The "genre of invective" or "vituperatio" in Latin is a classical literary form used in Greek and Roman polemical verse as well as in prose. Its primary context is as rhetoric.

The genre of vituperatio belongs to the genus demonstrativum, which is composed of the elements of praise and blame.

During the Roman Republic, personal invectives and character assassination were widely used as part of both forensic speeches and orations. Cicero made frequent use of the invective form against political foes such as Clodius, Catilina (in the Catalinarian speeches) or Mark Antony (Philippics). Common charges included avarice, cupidity, cowardice, effeminacy, drunkenness, poor writing and speaking skills, luxury, disapproved sexual habits and tyrannical behaviour.

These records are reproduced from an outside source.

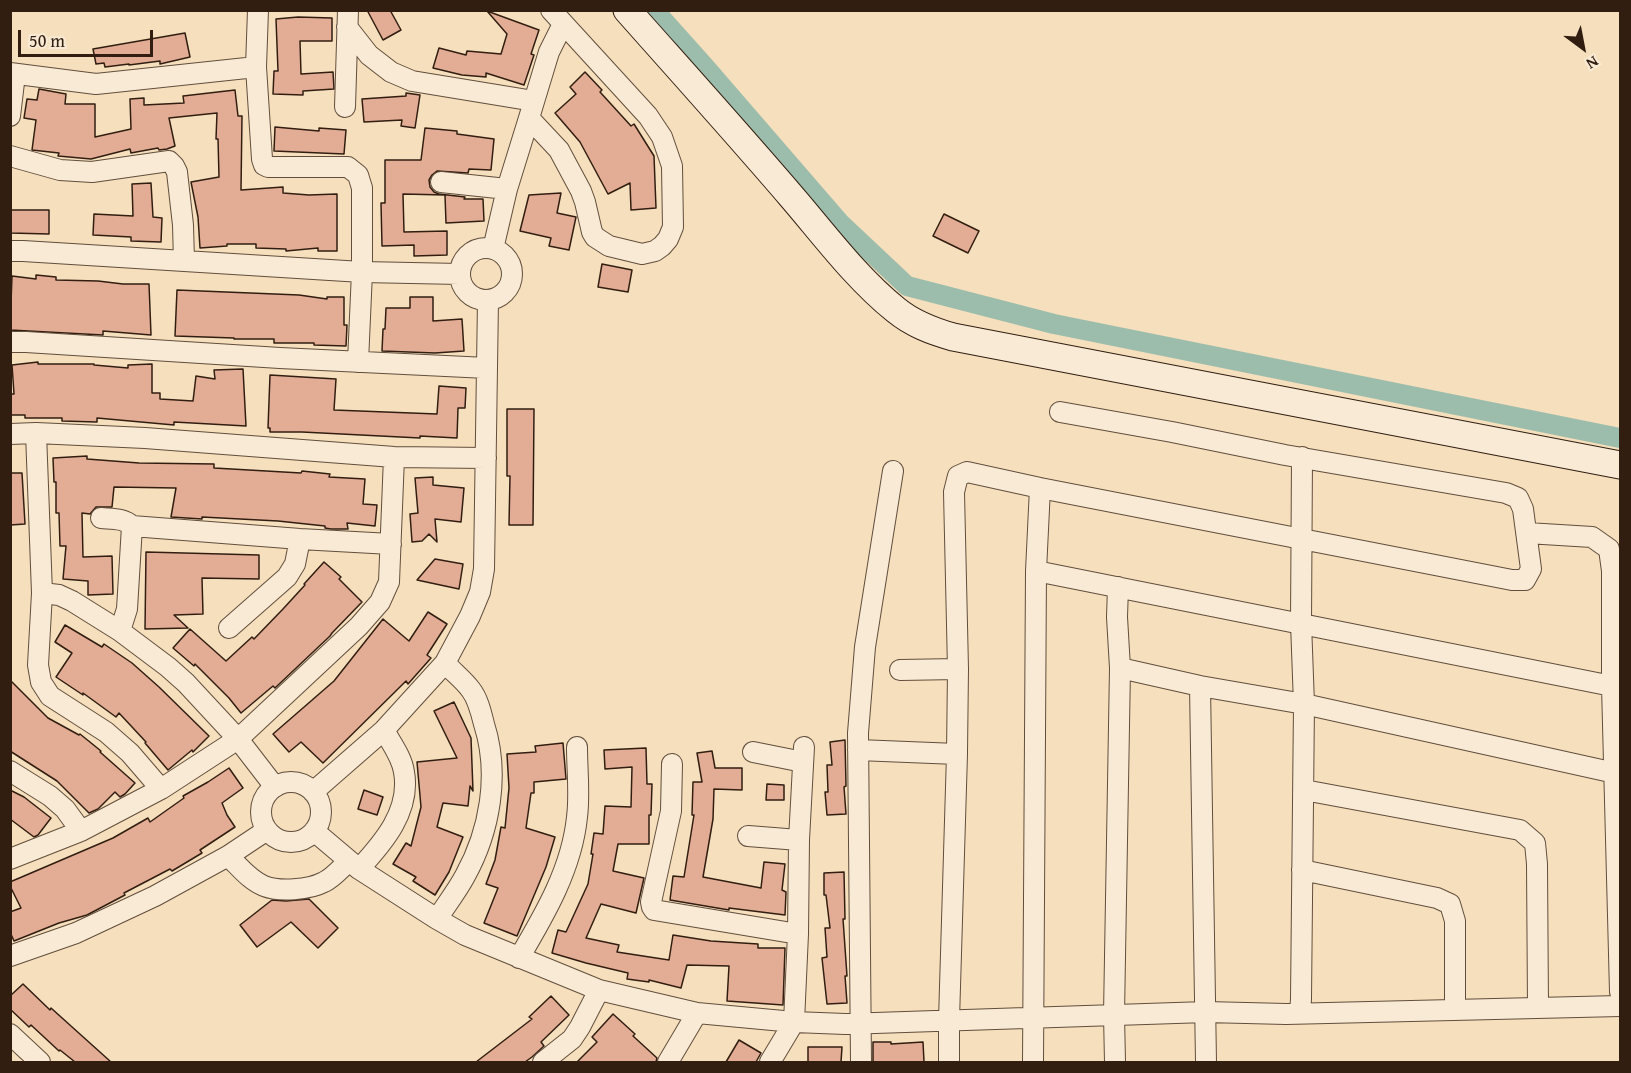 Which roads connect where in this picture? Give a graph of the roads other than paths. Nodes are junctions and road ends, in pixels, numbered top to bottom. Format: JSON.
{"nodes":[{"id":1,"x":258,"y":10,"type":"edge"},
{"id":2,"x":627,"y":10,"type":"edge"},
{"id":3,"x":557,"y":17,"type":"edge"},
{"id":4,"x":347,"y":19,"type":"edge"},
{"id":5,"x":256,"y":67,"type":"junction"},
{"id":6,"x":13,"y":74,"type":"edge"},
{"id":7,"x":345,"y":108,"type":"dead end"},
{"id":8,"x":531,"y":109,"type":"junction"},
{"id":9,"x":10,"y":116,"type":"edge"},
{"id":10,"x":10,"y":156,"type":"edge"},
{"id":11,"x":441,"y":182,"type":"dead end"},
{"id":12,"x":507,"y":189,"type":"junction"},
{"id":13,"x":493,"y":249,"type":"junction"},
{"id":14,"x":10,"y":251,"type":"edge"},
{"id":15,"x":184,"y":261,"type":"junction"},
{"id":16,"x":362,"y":272,"type":"junction"},
{"id":17,"x":460,"y":274,"type":"junction"},
{"id":18,"x":488,"y":300,"type":"junction"},
{"id":19,"x":10,"y":342,"type":"edge"},
{"id":20,"x":358,"y":362,"type":"junction"},
{"id":21,"x":487,"y":369,"type":"junction"},
{"id":22,"x":1060,"y":412,"type":"dead end"},
{"id":23,"x":36,"y":433,"type":"junction"},
{"id":24,"x":10,"y":434,"type":"edge"},
{"id":25,"x":394,"y":457,"type":"junction"},
{"id":26,"x":1302,"y":457,"type":"junction"},
{"id":27,"x":486,"y":458,"type":"junction"},
{"id":28,"x":1620,"y":465,"type":"edge"},
{"id":29,"x":892,"y":471,"type":"dead end"},
{"id":30,"x":1040,"y":488,"type":"junction"},
{"id":31,"x":101,"y":518,"type":"dead end"},
{"id":32,"x":132,"y":526,"type":"junction"},
{"id":33,"x":1527,"y":533,"type":"junction"},
{"id":34,"x":300,"y":539,"type":"junction"},
{"id":35,"x":1302,"y":540,"type":"junction"},
{"id":36,"x":392,"y":544,"type":"junction"},
{"id":37,"x":1036,"y":571,"type":"junction"},
{"id":38,"x":1118,"y":587,"type":"junction"},
{"id":39,"x":42,"y":593,"type":"junction"},
{"id":40,"x":1301,"y":623,"type":"junction"},
{"id":41,"x":229,"y":628,"type":"dead end"},
{"id":42,"x":120,"y":631,"type":"junction"},
{"id":43,"x":445,"y":663,"type":"junction"},
{"id":44,"x":1120,"y":668,"type":"junction"},
{"id":45,"x":958,"y":669,"type":"junction"},
{"id":46,"x":900,"y":670,"type":"dead end"},
{"id":47,"x":1200,"y":686,"type":"junction"},
{"id":48,"x":1612,"y":686,"type":"junction"},
{"id":49,"x":1304,"y":704,"type":"junction"},
{"id":50,"x":384,"y":730,"type":"junction"},
{"id":51,"x":238,"y":739,"type":"junction"},
{"id":52,"x":577,"y":747,"type":"dead end"},
{"id":53,"x":858,"y":750,"type":"junction"},
{"id":54,"x":753,"y":752,"type":"dead end"},
{"id":55,"x":957,"y":754,"type":"junction"},
{"id":56,"x":672,"y":764,"type":"dead end"},
{"id":57,"x":10,"y":771,"type":"edge"},
{"id":58,"x":1615,"y":773,"type":"junction"},
{"id":59,"x":275,"y":787,"type":"junction"},
{"id":60,"x":161,"y":789,"type":"junction"},
{"id":61,"x":1304,"y":790,"type":"junction"},
{"id":62,"x":314,"y":792,"type":"junction"},
{"id":63,"x":267,"y":830,"type":"junction"},
{"id":64,"x":81,"y":831,"type":"junction"},
{"id":65,"x":314,"y":831,"type":"junction"},
{"id":66,"x":747,"y":836,"type":"dead end"},
{"id":67,"x":800,"y":840,"type":"junction"},
{"id":68,"x":228,"y":856,"type":"junction"},
{"id":69,"x":10,"y":859,"type":"edge"},
{"id":70,"x":354,"y":865,"type":"junction"},
{"id":71,"x":1302,"y":870,"type":"junction"},
{"id":72,"x":437,"y":919,"type":"junction"},
{"id":73,"x":798,"y":933,"type":"junction"},
{"id":74,"x":10,"y":956,"type":"edge"},
{"id":75,"x":519,"y":958,"type":"junction"},
{"id":76,"x":599,"y":990,"type":"junction"},
{"id":77,"x":1620,"y":993,"type":"edge"},
{"id":78,"x":1620,"y":1006,"type":"edge"},
{"id":79,"x":1538,"y":1007,"type":"junction"},
{"id":80,"x":1455,"y":1010,"type":"junction"},
{"id":81,"x":1206,"y":1012,"type":"junction"},
{"id":82,"x":697,"y":1013,"type":"junction"},
{"id":83,"x":1299,"y":1013,"type":"junction"},
{"id":84,"x":1114,"y":1015,"type":"junction"},
{"id":85,"x":1033,"y":1017,"type":"junction"},
{"id":86,"x":948,"y":1020,"type":"junction"},
{"id":87,"x":794,"y":1022,"type":"junction"},
{"id":88,"x":860,"y":1023,"type":"junction"},
{"id":89,"x":10,"y":1034,"type":"edge"},
{"id":90,"x":40,"y":1062,"type":"edge"},
{"id":91,"x":543,"y":1062,"type":"edge"},
{"id":92,"x":668,"y":1062,"type":"edge"},
{"id":93,"x":770,"y":1062,"type":"edge"},
{"id":94,"x":861,"y":1062,"type":"edge"},
{"id":95,"x":949,"y":1062,"type":"edge"},
{"id":96,"x":1033,"y":1062,"type":"edge"},
{"id":97,"x":1115,"y":1062,"type":"edge"},
{"id":98,"x":1206,"y":1062,"type":"edge"}],
"edges":[{"from":1,"to":5,"type":"street"},
{"from":2,"to":28,"type":"street"},
{"from":3,"to":8,"type":"street"},
{"from":3,"to":8,"type":"street"},
{"from":4,"to":7,"type":"street"},
{"from":4,"to":8,"type":"street"},
{"from":5,"to":6,"type":"street"},
{"from":5,"to":16,"type":"street"},
{"from":6,"to":9,"type":"street"},
{"from":8,"to":12,"type":"street"},
{"from":10,"to":15,"type":"street"},
{"from":11,"to":12,"type":"street"},
{"from":12,"to":13,"type":"street"},
{"from":13,"to":17,"type":"street"},
{"from":13,"to":18,"type":"street"},
{"from":14,"to":15,"type":"street"},
{"from":15,"to":16,"type":"street"},
{"from":16,"to":17,"type":"street"},
{"from":16,"to":20,"type":"street"},
{"from":17,"to":18,"type":"street"},
{"from":18,"to":21,"type":"street"},
{"from":19,"to":20,"type":"street"},
{"from":20,"to":21,"type":"street"},
{"from":21,"to":27,"type":"street"},
{"from":22,"to":26,"type":"street"},
{"from":23,"to":24,"type":"street"},
{"from":23,"to":25,"type":"street"},
{"from":23,"to":39,"type":"street"},
{"from":25,"to":27,"type":"street"},
{"from":25,"to":36,"type":"street"},
{"from":26,"to":33,"type":"street"},
{"from":26,"to":35,"type":"street"},
{"from":27,"to":43,"type":"street"},
{"from":29,"to":53,"type":"street"},
{"from":30,"to":35,"type":"street"},
{"from":30,"to":37,"type":"street"},
{"from":30,"to":45,"type":"street"},
{"from":31,"to":32,"type":"street"},
{"from":32,"to":34,"type":"street"},
{"from":32,"to":42,"type":"street"},
{"from":33,"to":35,"type":"street"},
{"from":33,"to":48,"type":"street"},
{"from":34,"to":36,"type":"street"},
{"from":34,"to":41,"type":"street"},
{"from":35,"to":40,"type":"street"},
{"from":36,"to":51,"type":"street"},
{"from":37,"to":38,"type":"street"},
{"from":37,"to":85,"type":"street"},
{"from":38,"to":40,"type":"street"},
{"from":38,"to":44,"type":"street"},
{"from":39,"to":42,"type":"street"},
{"from":39,"to":60,"type":"street"},
{"from":40,"to":48,"type":"street"},
{"from":40,"to":49,"type":"street"},
{"from":42,"to":51,"type":"street"},
{"from":43,"to":50,"type":"street"},
{"from":43,"to":72,"type":"street"},
{"from":44,"to":47,"type":"street"},
{"from":44,"to":84,"type":"street"},
{"from":45,"to":46,"type":"street"},
{"from":45,"to":55,"type":"street"},
{"from":47,"to":49,"type":"street"},
{"from":47,"to":81,"type":"street"},
{"from":48,"to":58,"type":"street"},
{"from":49,"to":58,"type":"street"},
{"from":49,"to":61,"type":"street"},
{"from":50,"to":62,"type":"street"},
{"from":50,"to":70,"type":"street"},
{"from":51,"to":59,"type":"street"},
{"from":51,"to":60,"type":"street"},
{"from":52,"to":75,"type":"street"},
{"from":53,"to":55,"type":"street"},
{"from":53,"to":88,"type":"street"},
{"from":54,"to":67,"type":"street"},
{"from":55,"to":86,"type":"street"},
{"from":56,"to":73,"type":"street"},
{"from":57,"to":64,"type":"street"},
{"from":58,"to":77,"type":"street"},
{"from":59,"to":62,"type":"street"},
{"from":59,"to":63,"type":"street"},
{"from":60,"to":64,"type":"street"},
{"from":61,"to":71,"type":"street"},
{"from":61,"to":79,"type":"street"},
{"from":62,"to":65,"type":"street"},
{"from":63,"to":65,"type":"street"},
{"from":63,"to":68,"type":"street"},
{"from":64,"to":69,"type":"street"},
{"from":65,"to":70,"type":"street"},
{"from":66,"to":67,"type":"street"},
{"from":67,"to":73,"type":"street"},
{"from":68,"to":70,"type":"street"},
{"from":68,"to":74,"type":"street"},
{"from":70,"to":72,"type":"street"},
{"from":71,"to":80,"type":"street"},
{"from":71,"to":83,"type":"street"},
{"from":72,"to":75,"type":"street"},
{"from":73,"to":87,"type":"street"},
{"from":75,"to":76,"type":"street"},
{"from":76,"to":82,"type":"street"},
{"from":76,"to":91,"type":"street"},
{"from":78,"to":79,"type":"street"},
{"from":79,"to":80,"type":"street"},
{"from":80,"to":83,"type":"street"},
{"from":81,"to":83,"type":"street"},
{"from":81,"to":84,"type":"street"},
{"from":81,"to":98,"type":"street"},
{"from":82,"to":87,"type":"street"},
{"from":82,"to":92,"type":"street"},
{"from":84,"to":85,"type":"street"},
{"from":84,"to":97,"type":"street"},
{"from":85,"to":86,"type":"street"},
{"from":85,"to":96,"type":"street"},
{"from":86,"to":88,"type":"street"},
{"from":86,"to":95,"type":"street"},
{"from":87,"to":88,"type":"street"},
{"from":87,"to":93,"type":"street"},
{"from":88,"to":94,"type":"street"},
{"from":89,"to":90,"type":"street"}]}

Between 44 BC and 30 BC, invective became a tool of the propaganda war between Octavian and Mark Antony. Among other slanders, Mark Antony was accused of having married the foreign queen Cleopatra, of being her submissive subject and of having lost his Roman identity. Further, it was stated that Cleopatra was planning to invade Italy. This propaganda before the Battle of Actium in 31 BC allowed Octavian to present his campaign as a legitimate military campaign to defend the Roman Republic.

The preferred literary term for the later invective of the Renaissance is libel.